Species of flowering plant

Erythranthe lutea is a species of monkeyflower also known as yellow monkeyflower, monkey musk, blotched monkey flowers, and blood-drop-emlets. It was formerly known as Mimulus luteus. It is a perennial native to temperate South America, including Chile and western and southern Argentina.

==Description==
E. lutea blooms in the summer and grows to about 30 cm in height. The flowers are yellow with irregular red blotches and the leaves are hairy, paired, and round. Because of its yellow petals, E. luteus is in the "yellow monkeyflower" group, unlike most members of the genus, which have red or pink petals.
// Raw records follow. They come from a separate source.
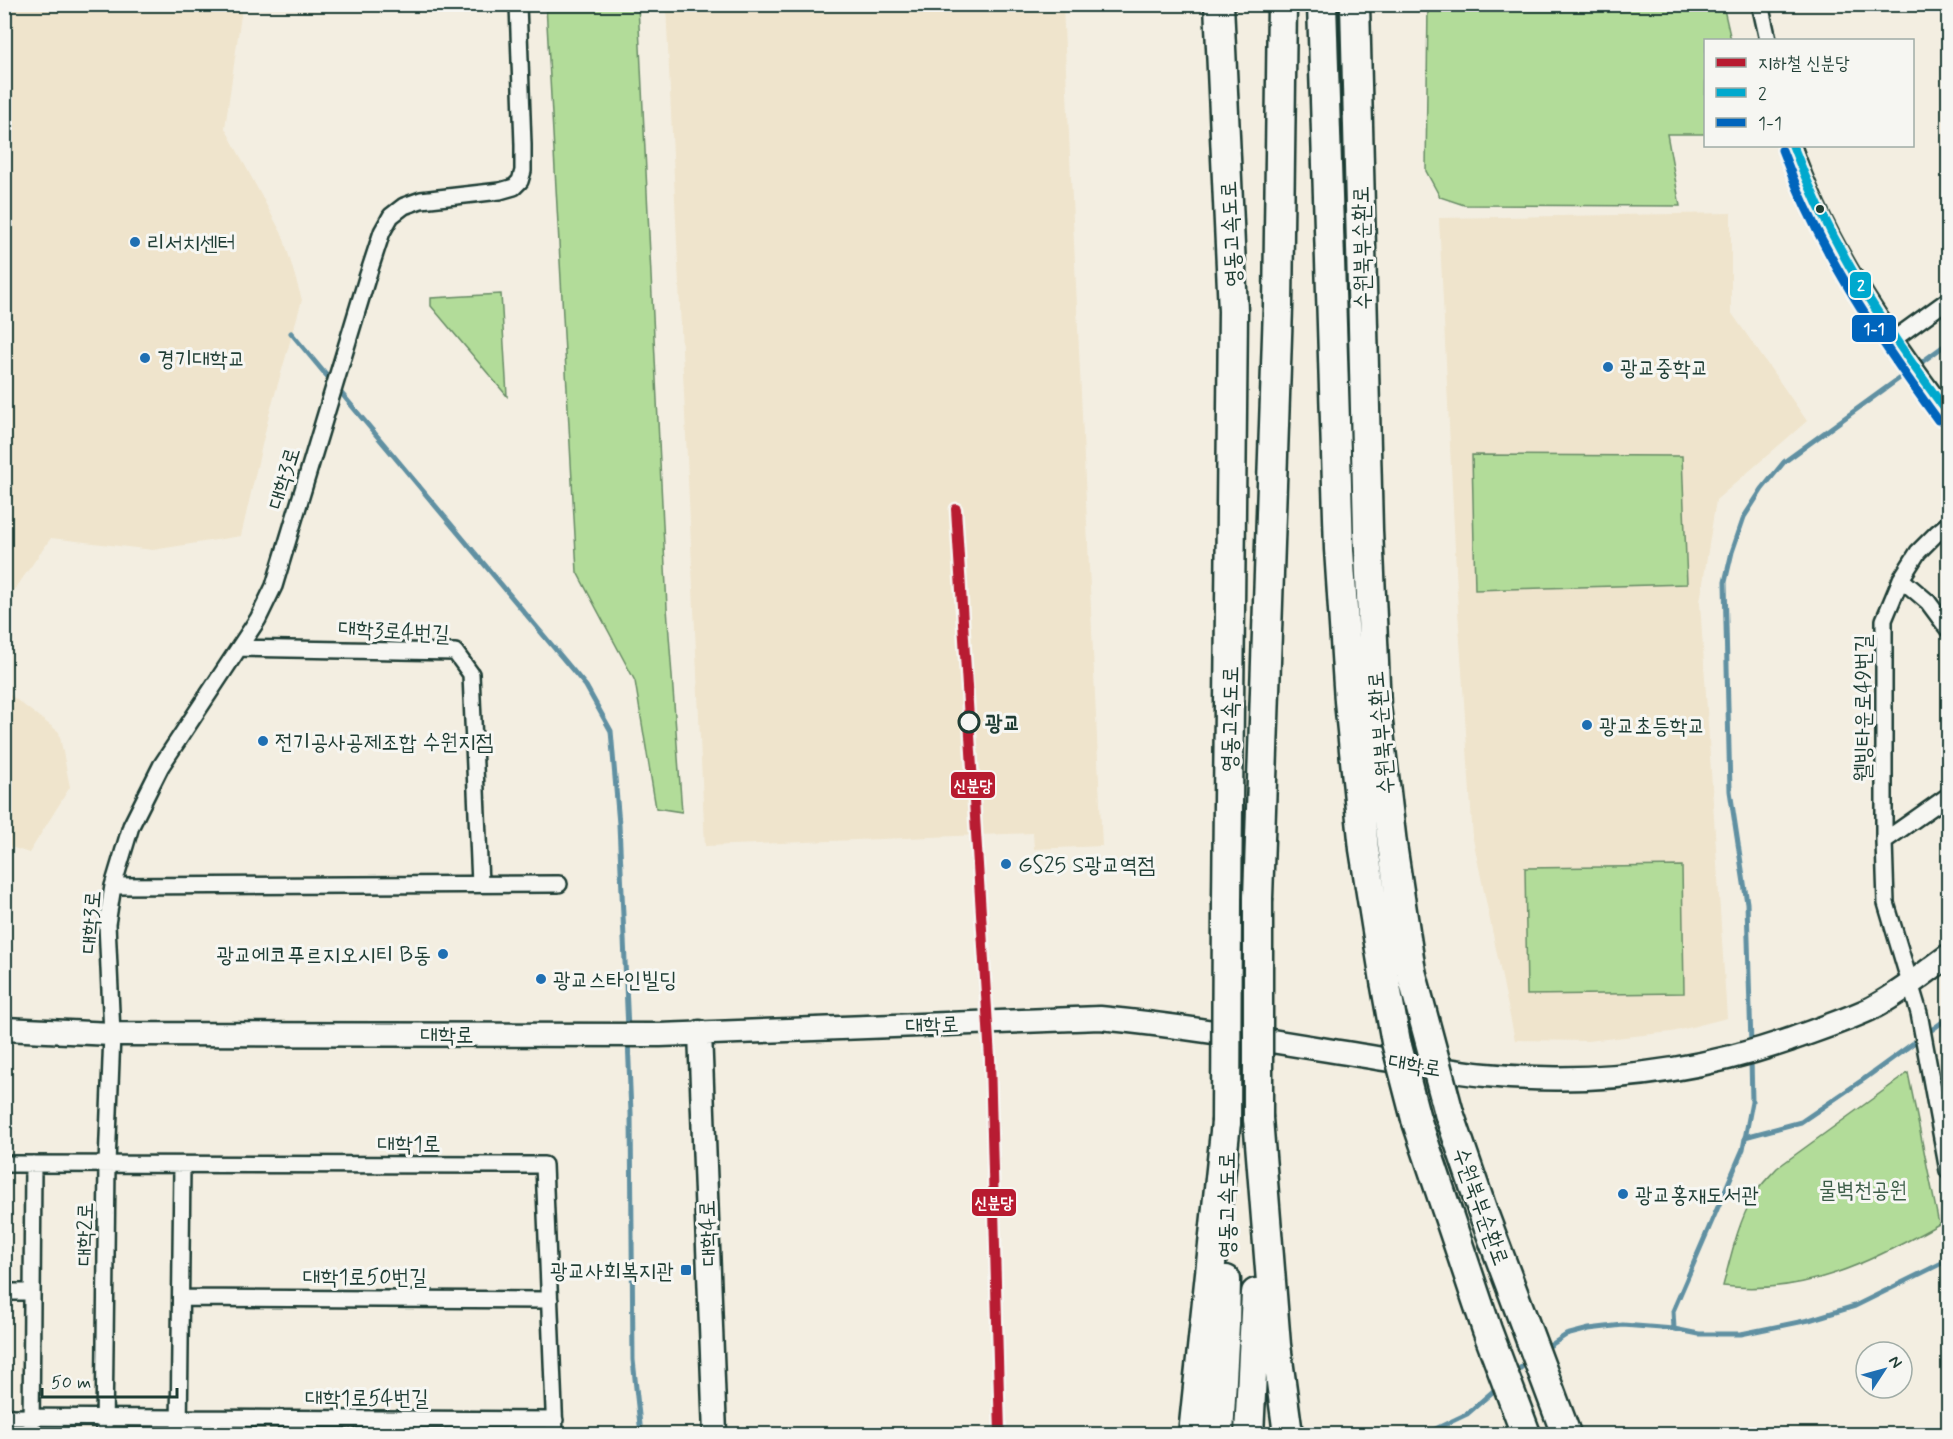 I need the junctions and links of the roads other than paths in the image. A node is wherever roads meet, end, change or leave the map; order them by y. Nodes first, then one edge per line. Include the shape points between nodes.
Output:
1 (518, 4) edge
2 (1219, 4) edge
3 (1262, 4) edge
4 (1282, 4) edge
5 (1322, 4) edge
6 (1355, 4) edge
7 (1760, 4) edge
8 (1768, 39) edge
9 (1793, 147) edge
10 (1948, 300) edge
11 (1278, 308) junction
12 (1894, 339) junction
13 (1946, 409) edge
14 (1948, 524) edge
15 (1901, 579) junction
16 (1948, 628) edge
17 (239, 648) junction
18 (1948, 796) edge
19 (1884, 841) junction
20 (480, 884) junction
21 (559, 884) dead end
22 (114, 886) junction
23 (1948, 956) edge
24 (1910, 983) junction
25 (4, 1029) edge
26 (700, 1032) junction
27 (112, 1034) junction
28 (1258, 1118) junction
29 (1226, 1122) junction
30 (4, 1164) edge
31 (33, 1164) junction
32 (107, 1164) junction
33 (182, 1165) junction
34 (1948, 1171) edge
35 (4, 1292) edge
36 (31, 1292) junction
37 (181, 1298) junction
38 (550, 1300) junction
39 (4, 1417) edge
40 (31, 1418) junction
41 (104, 1419) junction
42 (179, 1427) edge
43 (555, 1427) edge
44 (1565, 1431) edge
45 (31, 1434) edge
46 (104, 1434) edge
47 (715, 1434) edge
48 (1193, 1434) edge
49 (1219, 1434) edge
50 (1249, 1434) edge
51 (1288, 1434) edge
52 (1526, 1434) edge

1 - 17 street, 대학3로 via 523,145 520,181 500,191 421,200 404,206 382,232 274,586
2 - 29 highway, 영동고속도로, bridge via 1233,311
3 - 11 highway, 영동고속도로
4 - 11 highway, 영동고속도로
5 - 52 highway, 수원북부순환로, bridge via 1339,549 1364,849 1396,1042 1416,1119 1486,1330
6 - 44 highway, 수원북부순환로, bridge via 1368,530 1376,706 1392,844 1411,971 1449,1113
7 - 8 street
9 - 12 street via 1822,221 1866,299
10 - 12 street
11 - 28 highway, 영동고속도로, bridge via 1258,898
12 - 13 street
14 - 15 street, 웰빙타운로49번길 via 1918,552
15 - 16 street via 1928,602
15 - 19 street, 웰빙타운로49번길 via 1884,620
17 - 20 street, 대학3로4번길 via 455,652 471,674
17 - 22 street, 대학3로 via 160,766 131,825
18 - 19 street
19 - 24 street, 웰빙타운로49번길 via 1886,903
20 - 21 street
20 - 22 street
22 - 27 street, 대학3로 via 107,924
23 - 24 street, 대학로
24 - 26 street, 대학로 via 1871,1008 1832,1025 1730,1059 1669,1071 1572,1078 1493,1076 1156,1023 1100,1018
24 - 34 street
25 - 27 street, 대학로
26 - 27 street, 대학로
26 - 47 street, 대학4로
27 - 32 street, 대학2로
28 - 50 highway, 영동고속도로
28 - 51 highway via 1276,1346
29 - 48 highway
29 - 49 highway, 영동고속도로 via 1226,1325
30 - 31 street, 대학1로
31 - 32 street, 대학1로
31 - 36 street
32 - 33 street, 대학1로
32 - 41 street, 대학2로
33 - 37 street
33 - 38 street, 대학1로 via 544,1165
35 - 36 street
36 - 40 street
37 - 38 street, 대학1로50번길
37 - 42 street
38 - 43 street, 대학1로
39 - 40 street, 대학1로54번길
40 - 41 street, 대학1로54번길
40 - 45 street
41 - 42 street, 대학1로54번길
41 - 46 street, 대학2로
42 - 43 street, 대학1로54번길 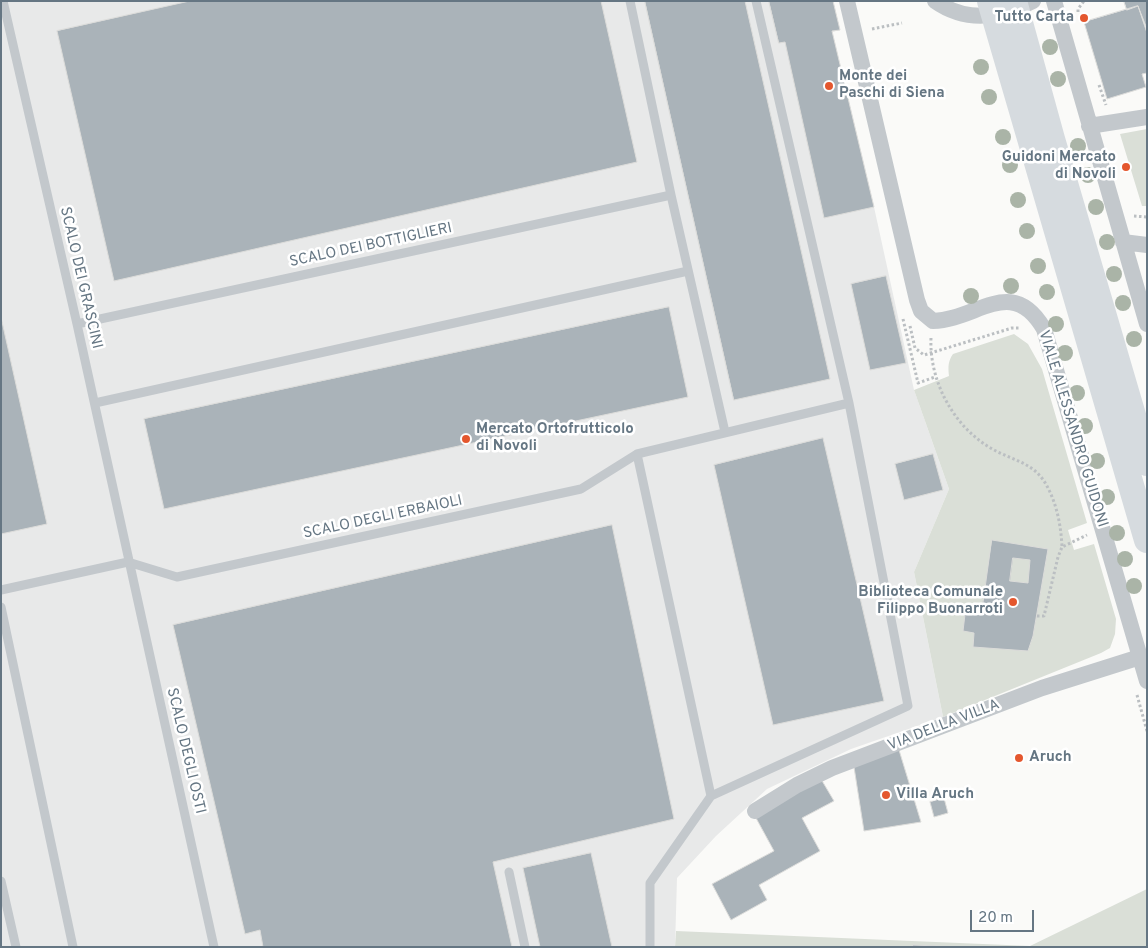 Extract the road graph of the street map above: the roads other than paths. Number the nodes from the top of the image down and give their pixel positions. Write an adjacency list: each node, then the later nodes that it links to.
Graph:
1 (3, 1): 14 (lane, SCALO DEI GRASCINI)
2 (630, 1): 10 (lane)
3 (756, 1): 16 (lane)
4 (847, 1): 25 (street, VIALE ALESSANDRO GUIDONI)
5 (935, 1): 7 (street)
6 (1054, 1): 9 (street)
7 (1010, 6): 20 (main road); 21 (main road)
8 (1147, 117): 9 (street)
9 (1089, 126): 11 (street)
10 (671, 195): 13 (lane); 14 (lane, SCALO DEI BOTTIGLIERI)
11 (1123, 242): 12 (street); 15 (street)
12 (1147, 245)
13 (688, 271): 17 (lane); 18 (lane)
14 (77, 324): 17 (lane, SCALO DEI GRASCINI)
15 (1147, 324)
16 (849, 403): 18 (lane, SCALO DEGLI ERBAIOLI); 27 (lane)
17 (95, 404): 22 (lane, SCALO DEI GRASCINI)
18 (725, 432): 19 (lane, SCALO DEGLI ERBAIOLI)
19 (637, 454): 22 (lane, SCALO DEGLI ERBAIOLI); 27 (lane)
20 (1147, 463)
21 (1147, 540)
22 (128, 562): 23 (lane); 33 (lane, SCALO DEGLI OSTI)
23 (1, 590)
24 (1, 608): 32 (lane)
25 (1133, 659): 26 (street, VIALE ALESSANDRO GUIDONI); 28 (street, VIA DELLA VILLA)
26 (1147, 682)
27 (712, 796): 35 (lane)
28 (755, 810)
29 (509, 872): 34 (lane)
30 (1, 881): 31 (lane)
31 (16, 947)
32 (73, 947)
33 (214, 947)
34 (525, 947)
35 (650, 947)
Some sources list Erythranthe lutea separately due to chromosomal variations. Barker, etal (2012) proposes a new taxonomy for Phrymaceae, leaving only 7 species in Mimulus, none in Mimulus lutea, and placing 111 in Erythranthe. Barker also offers 4 different options for how to implement this new taxonomy.

The luteus group consists of Erythranthe luteus var. variegatus, E. naiandinus and E. cupreus.

==Distribution and habitat==
Erythranthe lutea prefers to grow in wet habitats such as marshes and riverbanks. It is native to temperate South America, including Chile and western and southern Argentina. It has been naturalized in Britain, having been first cultivated there circa 1826.